Annalisa Cochrane (born June 21, 1996) is an American actress. She first appeared onscreen in the television film The Bride He Bought Online (2015). She is known for her recurring role of Yasmine in the Netflix series Cobra Kai (2018–present) and her main role as Addy Prentiss in the critically praised Peacock series One of Us Is Lying (2021–2022).

Early life
Annalisa Cochrane was born on June 21, 1996, in the United States. Cochrane spent more than ten years of her childhood in Pune. She first expressed interest in acting after watching The Chronicles of Narnia: The Lion, the Witch and the Wardrobe (2005)—a film adaptation of C. S. Lewis's 1950 novel—at age eight.
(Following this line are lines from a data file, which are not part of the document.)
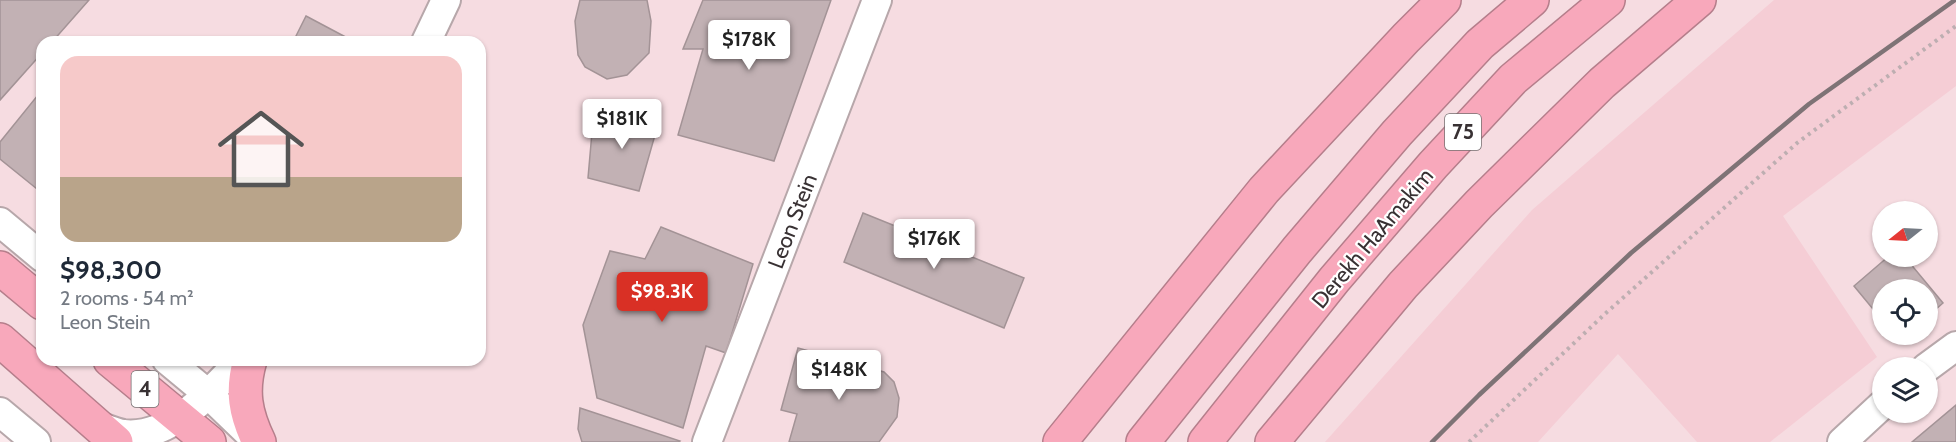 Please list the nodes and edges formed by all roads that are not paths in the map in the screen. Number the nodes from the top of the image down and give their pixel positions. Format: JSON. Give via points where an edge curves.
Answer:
{"nodes":[{"id":1,"x":446,"y":0,"type":"edge"},
{"id":2,"x":877,"y":0,"type":"edge"},
{"id":3,"x":1444,"y":0,"type":"edge"},
{"id":4,"x":1532,"y":0,"type":"edge"},
{"id":5,"x":1608,"y":0,"type":"edge"},
{"id":6,"x":1699,"y":0,"type":"edge"},
{"id":7,"x":429,"y":36,"type":"edge"},
{"id":8,"x":0,"y":222,"type":"edge"},
{"id":9,"x":36,"y":251,"type":"edge"},
{"id":10,"x":0,"y":268,"type":"edge"},
{"id":11,"x":36,"y":298,"type":"edge"},
{"id":12,"x":0,"y":340,"type":"edge"},
{"id":13,"x":1956,"y":346,"type":"edge"},
{"id":14,"x":1938,"y":359,"type":"edge"},
{"id":15,"x":117,"y":366,"type":"edge"},
{"id":16,"x":174,"y":366,"type":"edge"},
{"id":17,"x":235,"y":366,"type":"edge"},
{"id":18,"x":249,"y":366,"type":"edge"},
{"id":19,"x":208,"y":394,"type":"junction"},
{"id":20,"x":0,"y":412,"type":"edge"},
{"id":21,"x":1872,"y":414,"type":"edge"},
{"id":22,"x":180,"y":418,"type":"junction"},
{"id":23,"x":106,"y":433,"type":"edge"},
{"id":24,"x":36,"y":442,"type":"edge"},
{"id":25,"x":209,"y":442,"type":"edge"},
{"id":26,"x":259,"y":442,"type":"edge"},
{"id":27,"x":708,"y":442,"type":"edge"},
{"id":28,"x":1060,"y":442,"type":"edge"},
{"id":29,"x":1143,"y":442,"type":"edge"},
{"id":30,"x":1205,"y":442,"type":"edge"},
{"id":31,"x":1272,"y":442,"type":"edge"},
{"id":32,"x":1842,"y":442,"type":"edge"}],
"edges":[{"from":1,"to":7,"type":"street"},
{"from":2,"to":27,"type":"street","name":"Leon Stein"},
{"from":3,"to":28,"type":"highway","via":[[1264,190]]},
{"from":4,"to":29,"type":"highway","number":"75","via":[[1480,45],[1398,133],[1297,250]]},
{"from":5,"to":30,"type":"highway","name":"Derekh HaAmakim","number":"75","via":[[1513,79],[1433,165],[1334,280]]},
{"from":6,"to":31,"type":"highway","via":[[1602,83],[1479,204],[1403,285]]},
{"from":8,"to":9,"type":"street"},
{"from":10,"to":11,"type":"highway"},
{"from":12,"to":23,"type":"highway"},
{"from":13,"to":14,"type":"street"},
{"from":15,"to":22,"type":"highway","number":"4"},
{"from":16,"to":19,"type":"street"},
{"from":17,"to":19,"type":"street"},
{"from":18,"to":26,"type":"highway","via":[[246,410]]},
{"from":19,"to":22,"type":"street"},
{"from":19,"to":26,"type":"street"},
{"from":20,"to":24,"type":"street"},
{"from":21,"to":32,"type":"street"},
{"from":22,"to":23,"type":"street","via":[[133,434]]},
{"from":22,"to":25,"type":"highway","number":"4"}]}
She stated: "Lucy Pevensie was played by a brunette ... but ... in all the illustrations I'd seen, she was blond and ... it just didn't sit right with me ... but from then on, I was like, I have to be an actor".

Career
Cochrane began acting professionally at age 17; her first role was in Lifetime television film The Bride He Bought Online (2015).

In October 2019, Cochrane was cast in Peacock's pilot for the mystery drama series One of Us Is Lying. Based on Karen M. McManus's 2017 novel of the same name, it follows a group of students who become murder suspects after the death of their classmate. Cochrane portrays Addy, a popular cheerleader who fears her life will be ruined if people knew her secrets. Before auditioning, Cochrane was aware of the novel since it was a New York Times Best Seller. Following her initial audition, she read the book, which helped her understand the character better: "It's everything. That first-person narrative gives you the blueprint for your entire character and world-building. I always say I feel like I cheated with the callbacks and the test because I had it right there. All the imagination work was almost done for me." The pilot was filmed in November. The show was later given a full series order, which was filmed in May 2021. One of Us Is Lying was released five months later to positive reviews and quickly garnered a devoted following. The Wall Street Journal described the actors as "very capable".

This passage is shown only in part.